Cuando recorrimos parte del mercado y la
señora Constanza estaba ya arrastrándome de vuelta a casa, atisbé a lo lejos un
puesto de miel y dulces. Entonces fui yo la que me despegué de la señora
Constanza y me encamine hacia ese puesto, menos concurrido que el resto, y una
mujer no mucho mayor que yo, con un pañuelo de lunares en la cabeza y un mandil
beige, clavó su mirada en mí. Y yo la clavé en ella. Y nos sonreímos desde esa
poca distancia que me faltaba para alcanzar su puesto. Dejé la cesta a un lado
y observé los botes de miel que tenía allí expuestos. Ella me habló y su voz se
me clavó en la cabeza como una punzada.
—¿Quiere probar la miel, señorita?
—No, no será necesario.
—¿Y no quiere un dulce de miel? –Volvió a
preguntar y me extendió una bandeja con unas pequeñas pastas de hojaldre
bañadas con miel. Brillaban con un tono dorado a la luz grisácea que nos
rodeaba. El simple olor de la miel me daba náuseas y negué su ofrecimiento con
un gesto de la mano.
Sin embargo recorrí con la mirada los
diferentes tipos de miles que tenía expuestos, unas con una tonalidad más
oscura, como el café, otras suaves y transparentes como agua con ligeras gotas
de tinte dorado.
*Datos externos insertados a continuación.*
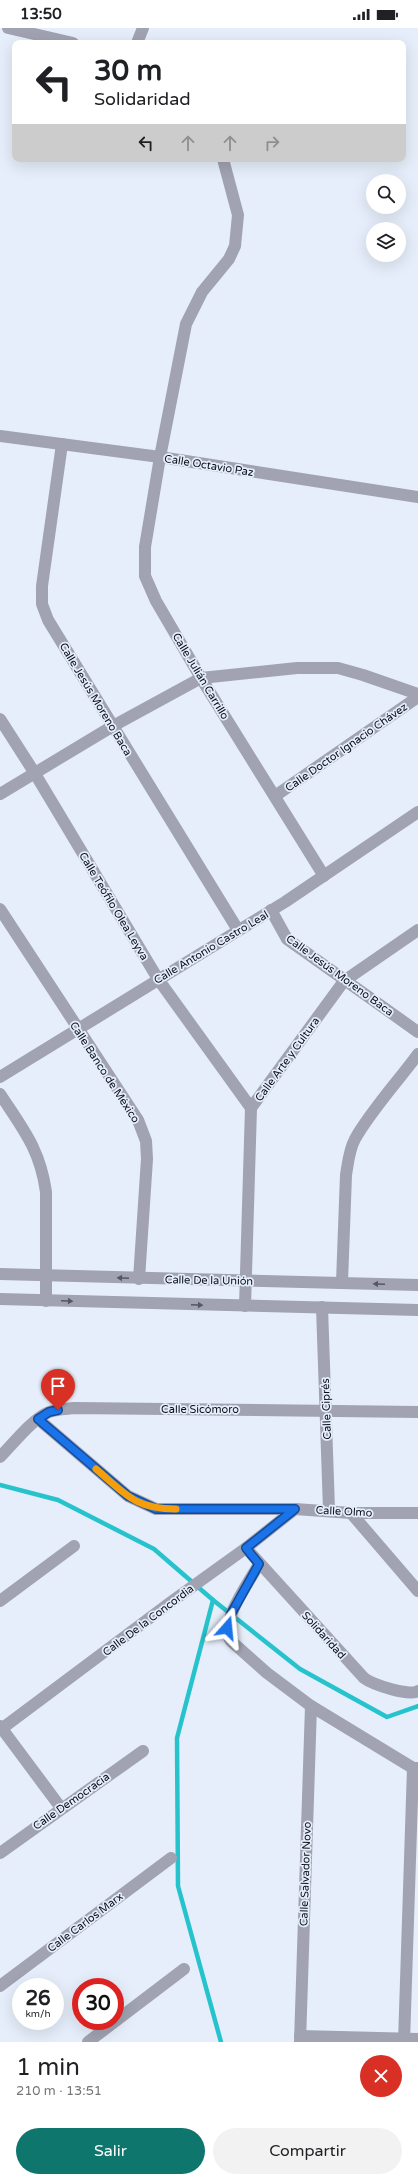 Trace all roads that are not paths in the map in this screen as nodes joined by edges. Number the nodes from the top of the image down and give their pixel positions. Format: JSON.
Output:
{"nodes":[{"id":1,"x":8,"y":28,"type":"edge"},
{"id":2,"x":143,"y":28,"type":"edge"},
{"id":3,"x":33,"y":30,"type":"edge"},
{"id":4,"x":64,"y":40,"type":"edge"},
{"id":5,"x":138,"y":40,"type":"edge"},
{"id":6,"x":224,"y":162,"type":"edge"},
{"id":7,"x":0,"y":436,"type":"edge"},
{"id":8,"x":62,"y":444,"type":"junction"},
{"id":9,"x":160,"y":457,"type":"junction"},
{"id":10,"x":418,"y":497,"type":"edge"},
{"id":11,"x":201,"y":678,"type":"junction"},
{"id":12,"x":418,"y":694,"type":"edge"},
{"id":13,"x":418,"y":698,"type":"edge"},
{"id":14,"x":0,"y":719,"type":"edge"},
{"id":15,"x":112,"y":726,"type":"junction"},
{"id":16,"x":34,"y":772,"type":"junction"},
{"id":17,"x":0,"y":794,"type":"edge"},
{"id":18,"x":275,"y":796,"type":"junction"},
{"id":19,"x":418,"y":812,"type":"edge"},
{"id":20,"x":324,"y":876,"type":"junction"},
{"id":21,"x":0,"y":909,"type":"edge"},
{"id":22,"x":271,"y":910,"type":"junction"},
{"id":23,"x":238,"y":930,"type":"junction"},
{"id":24,"x":418,"y":930,"type":"edge"},
{"id":25,"x":158,"y":979,"type":"junction"},
{"id":26,"x":344,"y":981,"type":"junction"},
{"id":27,"x":78,"y":1029,"type":"junction"},
{"id":28,"x":418,"y":1032,"type":"edge"},
{"id":29,"x":418,"y":1054,"type":"edge"},
{"id":30,"x":0,"y":1077,"type":"edge"},
{"id":31,"x":0,"y":1094,"type":"edge"},
{"id":32,"x":251,"y":1108,"type":"junction"},
{"id":33,"x":0,"y":1274,"type":"edge"},
{"id":34,"x":47,"y":1275,"type":"junction"},
{"id":35,"x":139,"y":1279,"type":"junction"},
{"id":36,"x":248,"y":1281,"type":"junction"},
{"id":37,"x":342,"y":1282,"type":"junction"},
{"id":38,"x":418,"y":1285,"type":"edge"},
{"id":39,"x":0,"y":1299,"type":"edge"},
{"id":40,"x":46,"y":1301,"type":"junction"},
{"id":41,"x":245,"y":1306,"type":"junction"},
{"id":42,"x":322,"y":1307,"type":"junction"},
{"id":43,"x":418,"y":1310,"type":"edge"},
{"id":44,"x":326,"y":1410,"type":"junction"},
{"id":45,"x":418,"y":1412,"type":"edge"},
{"id":46,"x":38,"y":1419,"type":"junction"},
{"id":47,"x":0,"y":1458,"type":"edge"},
{"id":48,"x":295,"y":1509,"type":"junction"},
{"id":49,"x":330,"y":1510,"type":"junction"},
{"id":50,"x":351,"y":1513,"type":"junction"},
{"id":51,"x":418,"y":1513,"type":"edge"},
{"id":52,"x":74,"y":1546,"type":"dead end"},
{"id":53,"x":246,"y":1548,"type":"junction"},
{"id":54,"x":259,"y":1564,"type":"junction"},
{"id":55,"x":418,"y":1590,"type":"edge"},
{"id":56,"x":0,"y":1601,"type":"edge"},
{"id":57,"x":418,"y":1691,"type":"edge"},
{"id":58,"x":311,"y":1706,"type":"junction"},
{"id":59,"x":1,"y":1728,"type":"edge"},
{"id":60,"x":143,"y":1751,"type":"dead end"},
{"id":61,"x":416,"y":1768,"type":"edge"},
{"id":62,"x":61,"y":1808,"type":"junction"},
{"id":63,"x":0,"y":1853,"type":"edge"},
{"id":64,"x":171,"y":1858,"type":"dead end"},
{"id":65,"x":184,"y":1969,"type":"dead end"},
{"id":66,"x":0,"y":1986,"type":"edge"},
{"id":67,"x":300,"y":2039,"type":"edge"},
{"id":68,"x":418,"y":2039,"type":"edge"},
{"id":69,"x":404,"y":2040,"type":"edge"},
{"id":70,"x":88,"y":2042,"type":"edge"}],
"edges":[{"from":1,"to":3,"type":"street"},
{"from":2,"to":5,"type":"street"},
{"from":3,"to":4,"type":"street"},
{"from":6,"to":9,"type":"street","name":"Calle Julián Carrillo"},
{"from":7,"to":8,"type":"street","name":"Calle Octavio Paz"},
{"from":8,"to":9,"type":"street","name":"Calle Octavio Paz"},
{"from":8,"to":15,"type":"street","name":"Calle Jesús Moreno Baca"},
{"from":9,"to":10,"type":"street","name":"Calle Octavio Paz"},
{"from":9,"to":11,"type":"street","name":"Calle Julián Carrillo"},
{"from":11,"to":12,"type":"street"},
{"from":11,"to":15,"type":"street"},
{"from":11,"to":18,"type":"street","name":"Calle Julián Carrillo"},
{"from":13,"to":18,"type":"street","name":"Calle Doctor Ignacio Chávez"},
{"from":14,"to":16,"type":"street","name":"Calle Teófilo Olea Leyva"},
{"from":15,"to":16,"type":"street"},
{"from":15,"to":23,"type":"street","name":"Calle Jesús Moreno Baca"},
{"from":16,"to":17,"type":"street"},
{"from":16,"to":25,"type":"street","name":"Calle Teófilo Olea Leyva"},
{"from":18,"to":20,"type":"street","name":"Calle Julián Carrillo"},
{"from":19,"to":20,"type":"street","name":"Calle Antonio Castro Leal"},
{"from":20,"to":22,"type":"street","name":"Calle Antonio Castro Leal"},
{"from":21,"to":27,"type":"street","name":"Calle Banco de México"},
{"from":22,"to":23,"type":"street","name":"Calle Antonio Castro Leal"},
{"from":22,"to":26,"type":"street","name":"Calle Jesús Moreno Baca"},
{"from":23,"to":25,"type":"street","name":"Calle Antonio Castro Leal"},
{"from":24,"to":26,"type":"street","name":"Calle Arte y Cultura"},
{"from":25,"to":27,"type":"street","name":"Calle Antonio Castro Leal"},
{"from":25,"to":32,"type":"street","name":"Calle Teófilo Olea Leyva"},
{"from":26,"to":28,"type":"street","name":"Calle Jesús Moreno Baca"},
{"from":26,"to":32,"type":"street","name":"Calle Arte y Cultura"},
{"from":27,"to":30,"type":"street","name":"Calle Antonio Castro Leal"},
{"from":27,"to":35,"type":"street","name":"Calle Banco de México"},
{"from":29,"to":37,"type":"street"},
{"from":31,"to":34,"type":"street"},
{"from":32,"to":36,"type":"street","name":"Calle Arte y Cultura"},
{"from":33,"to":34,"type":"street","name":"Calle De la Unión"},
{"from":35,"to":34,"type":"street","name":"Calle De la Unión","one_way":true},
{"from":34,"to":40,"type":"street"},
{"from":35,"to":36,"type":"street","name":"Calle De la Unión"},
{"from":36,"to":37,"type":"street","name":"Calle De la Unión"},
{"from":36,"to":41,"type":"street","name":"Calle Arte y Cultura"},
{"from":38,"to":37,"type":"street","name":"Calle De la Unión","one_way":true},
{"from":39,"to":40,"type":"street"},
{"from":40,"to":41,"type":"street","one_way":true},
{"from":41,"to":42,"type":"street"},
{"from":42,"to":43,"type":"street"},
{"from":42,"to":44,"type":"street","name":"Calle Ciprés"},
{"from":44,"to":45,"type":"street","name":"Calle Sicómoro"},
{"from":44,"to":46,"type":"street","name":"Calle Sicómoro"},
{"from":44,"to":49,"type":"street","name":"Calle Ciprés"},
{"from":46,"to":47,"type":"street","name":"Calle Sicómoro"},
{"from":46,"to":48,"type":"street","name":"Calle Olmo"},
{"from":48,"to":49,"type":"street","name":"Calle Olmo"},
{"from":48,"to":53,"type":"street","name":"Calle De la Concordia"},
{"from":49,"to":50,"type":"street","name":"Calle Olmo"},
{"from":50,"to":51,"type":"street","name":"Calle Olmo"},
{"from":50,"to":55,"type":"street"},
{"from":52,"to":56,"type":"street"},
{"from":53,"to":54,"type":"street","name":"Solidaridad"},
{"from":53,"to":59,"type":"street","name":"Calle De la Concordia"},
{"from":54,"to":57,"type":"street","name":"Solidaridad"},
{"from":54,"to":58,"type":"street"},
{"from":58,"to":61,"type":"street"},
{"from":58,"to":67,"type":"street","name":"Calle Salvador Novo"},
{"from":59,"to":62,"type":"street"},
{"from":60,"to":62,"type":"street","name":"Calle Democracia"},
{"from":61,"to":69,"type":"street"},
{"from":62,"to":63,"type":"street","name":"Calle Democracia"},
{"from":64,"to":66,"type":"street","name":"Calle Carlos Marx"},
{"from":65,"to":70,"type":"street"},
{"from":67,"to":69,"type":"street"},
{"from":68,"to":69,"type":"street"}]}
Unas un poco más anaranjadas y otras con veladuras verdes. Y
allí estaba, un pequeño frasco de cristal, no más alto que un palmo, con una
etiqueta redonda, beige y con una franja verde. En letras cursivas y de color
negro se desdibujaban las palabras: “Miel de romero. El panal dorado.
Apicultores de La Rochelle”. Con el frasco en la mano, la tendera exclamó:
—¡Qué buen gusto tiene la señorita! Es
nuestra miel de mejor calidad, y desde luego que si la señorita quiere
probarla, no tendré inconveniente en que…
—No. –Negué y la fulminé con la mirada, a
lo que la chica dio un respingo. Sentí como toda mi sangre se acumulaba en mis
mejillas y burbujeaba a través de mis brazos—. Está bien así. –Volví a dejar el
bote en su sitio, con cuidado de no tirar ninguno al suelo. Los tenía
cuidadosamente apilados. Sonreí con dulzura—. A mí no me gusta mucho la miel,
pero a mi padre le encanta esta. Tal vez regrese y compre algo la próxima vez.
—Claro… —Musitó ella con un hilo de voz y
cuando volví a cargar con la cesta repleta de comida la señora Constanza me
esperaba unos pasos más allá. Me miró, y pudo ver la turbación escrita en mi
rostro. No me preguntó, sin embargo. No era tonta, como ya he comentado, y pudo
ver que una desconocida aún tenía muchos secretos por revelar, cosa que no
sucedería en una conversación de camino al mercado.
———.———
*Cotilla: Corsé armado
de ballenas y hecho de lienzo o seda que usaban las mujeres.